ASSIGNMENT
Search the records below for "GERMANTOWN"; copy each line that has it.
========================
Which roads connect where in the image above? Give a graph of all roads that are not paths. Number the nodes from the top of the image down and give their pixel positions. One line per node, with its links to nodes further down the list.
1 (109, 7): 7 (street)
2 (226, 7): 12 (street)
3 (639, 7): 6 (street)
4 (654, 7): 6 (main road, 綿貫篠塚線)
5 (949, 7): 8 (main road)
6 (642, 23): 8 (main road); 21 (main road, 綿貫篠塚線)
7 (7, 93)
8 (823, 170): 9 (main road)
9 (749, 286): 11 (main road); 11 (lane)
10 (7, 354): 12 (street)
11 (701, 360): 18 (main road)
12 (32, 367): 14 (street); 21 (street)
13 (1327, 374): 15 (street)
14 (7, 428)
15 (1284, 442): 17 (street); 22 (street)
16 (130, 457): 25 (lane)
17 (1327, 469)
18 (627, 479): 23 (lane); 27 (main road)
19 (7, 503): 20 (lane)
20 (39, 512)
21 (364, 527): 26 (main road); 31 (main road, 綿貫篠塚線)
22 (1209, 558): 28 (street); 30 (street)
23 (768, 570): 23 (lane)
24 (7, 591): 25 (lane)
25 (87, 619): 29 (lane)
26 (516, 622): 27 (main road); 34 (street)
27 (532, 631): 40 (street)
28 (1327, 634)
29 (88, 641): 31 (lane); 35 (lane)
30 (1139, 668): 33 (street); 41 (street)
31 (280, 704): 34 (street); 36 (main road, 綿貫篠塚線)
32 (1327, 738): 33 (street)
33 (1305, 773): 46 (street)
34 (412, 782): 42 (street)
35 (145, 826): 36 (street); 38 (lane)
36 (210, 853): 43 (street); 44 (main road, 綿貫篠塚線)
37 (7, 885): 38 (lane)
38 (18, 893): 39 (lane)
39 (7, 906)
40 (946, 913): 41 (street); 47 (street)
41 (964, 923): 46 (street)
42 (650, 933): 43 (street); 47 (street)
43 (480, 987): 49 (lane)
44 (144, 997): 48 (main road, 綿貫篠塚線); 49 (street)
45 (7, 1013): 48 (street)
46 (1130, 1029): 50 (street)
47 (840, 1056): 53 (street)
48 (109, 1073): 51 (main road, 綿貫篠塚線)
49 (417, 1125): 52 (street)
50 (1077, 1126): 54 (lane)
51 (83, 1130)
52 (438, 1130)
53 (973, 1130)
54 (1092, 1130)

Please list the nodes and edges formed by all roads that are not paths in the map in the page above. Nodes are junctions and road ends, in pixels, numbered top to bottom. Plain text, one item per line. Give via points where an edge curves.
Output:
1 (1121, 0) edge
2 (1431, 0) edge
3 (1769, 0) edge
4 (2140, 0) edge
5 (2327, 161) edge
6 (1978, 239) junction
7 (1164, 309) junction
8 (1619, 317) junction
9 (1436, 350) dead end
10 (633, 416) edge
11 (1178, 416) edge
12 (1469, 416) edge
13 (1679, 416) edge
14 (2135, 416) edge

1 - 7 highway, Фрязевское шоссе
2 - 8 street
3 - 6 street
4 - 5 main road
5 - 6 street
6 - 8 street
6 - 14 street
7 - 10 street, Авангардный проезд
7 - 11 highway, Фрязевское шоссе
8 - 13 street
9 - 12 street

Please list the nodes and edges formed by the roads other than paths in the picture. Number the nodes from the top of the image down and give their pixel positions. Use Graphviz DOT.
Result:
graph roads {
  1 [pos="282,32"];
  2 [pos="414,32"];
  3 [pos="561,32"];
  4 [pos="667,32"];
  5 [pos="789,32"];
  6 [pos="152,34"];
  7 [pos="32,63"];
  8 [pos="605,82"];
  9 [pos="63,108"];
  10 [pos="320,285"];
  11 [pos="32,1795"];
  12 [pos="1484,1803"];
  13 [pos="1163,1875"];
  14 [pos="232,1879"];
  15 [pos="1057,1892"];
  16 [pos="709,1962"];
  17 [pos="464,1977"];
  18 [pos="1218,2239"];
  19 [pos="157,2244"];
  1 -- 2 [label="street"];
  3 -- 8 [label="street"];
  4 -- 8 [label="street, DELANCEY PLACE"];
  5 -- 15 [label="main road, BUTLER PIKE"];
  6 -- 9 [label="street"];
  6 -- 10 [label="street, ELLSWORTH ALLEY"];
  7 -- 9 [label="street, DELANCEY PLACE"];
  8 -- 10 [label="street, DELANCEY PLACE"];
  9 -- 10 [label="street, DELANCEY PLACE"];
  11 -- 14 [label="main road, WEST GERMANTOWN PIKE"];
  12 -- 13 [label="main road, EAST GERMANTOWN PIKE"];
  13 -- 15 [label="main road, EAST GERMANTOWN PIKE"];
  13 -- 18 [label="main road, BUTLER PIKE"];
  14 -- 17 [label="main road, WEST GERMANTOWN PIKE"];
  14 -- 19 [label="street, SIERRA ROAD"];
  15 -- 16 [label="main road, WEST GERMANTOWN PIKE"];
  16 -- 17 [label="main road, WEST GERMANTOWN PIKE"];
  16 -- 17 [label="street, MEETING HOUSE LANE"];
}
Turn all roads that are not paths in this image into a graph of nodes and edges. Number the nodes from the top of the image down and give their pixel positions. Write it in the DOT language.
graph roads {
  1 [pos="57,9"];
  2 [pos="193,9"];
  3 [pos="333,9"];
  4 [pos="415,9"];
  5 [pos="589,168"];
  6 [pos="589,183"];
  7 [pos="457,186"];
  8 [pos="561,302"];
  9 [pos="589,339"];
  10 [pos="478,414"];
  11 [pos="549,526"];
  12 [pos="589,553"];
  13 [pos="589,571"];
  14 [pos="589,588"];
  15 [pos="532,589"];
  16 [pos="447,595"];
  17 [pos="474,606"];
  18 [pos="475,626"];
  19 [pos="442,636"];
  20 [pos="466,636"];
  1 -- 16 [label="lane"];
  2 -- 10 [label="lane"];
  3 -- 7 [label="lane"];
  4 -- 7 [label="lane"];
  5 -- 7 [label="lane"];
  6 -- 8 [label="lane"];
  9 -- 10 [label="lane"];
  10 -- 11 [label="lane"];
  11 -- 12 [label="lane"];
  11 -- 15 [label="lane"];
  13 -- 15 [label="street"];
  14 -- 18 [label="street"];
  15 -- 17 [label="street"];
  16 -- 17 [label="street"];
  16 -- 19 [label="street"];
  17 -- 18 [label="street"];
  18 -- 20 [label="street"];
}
========================
WRITTEN SOLUTION
  11 -- 14 [label="main road, WEST GERMANTOWN PIKE"];
  12 -- 13 [label="main road, EAST GERMANTOWN PIKE"];
  13 -- 15 [label="main road, EAST GERMANTOWN PIKE"];
  14 -- 17 [label="main road, WEST GERMANTOWN PIKE"];
  15 -- 16 [label="main road, WEST GERMANTOWN PIKE"];
  16 -- 17 [label="main road, WEST GERMANTOWN PIKE"];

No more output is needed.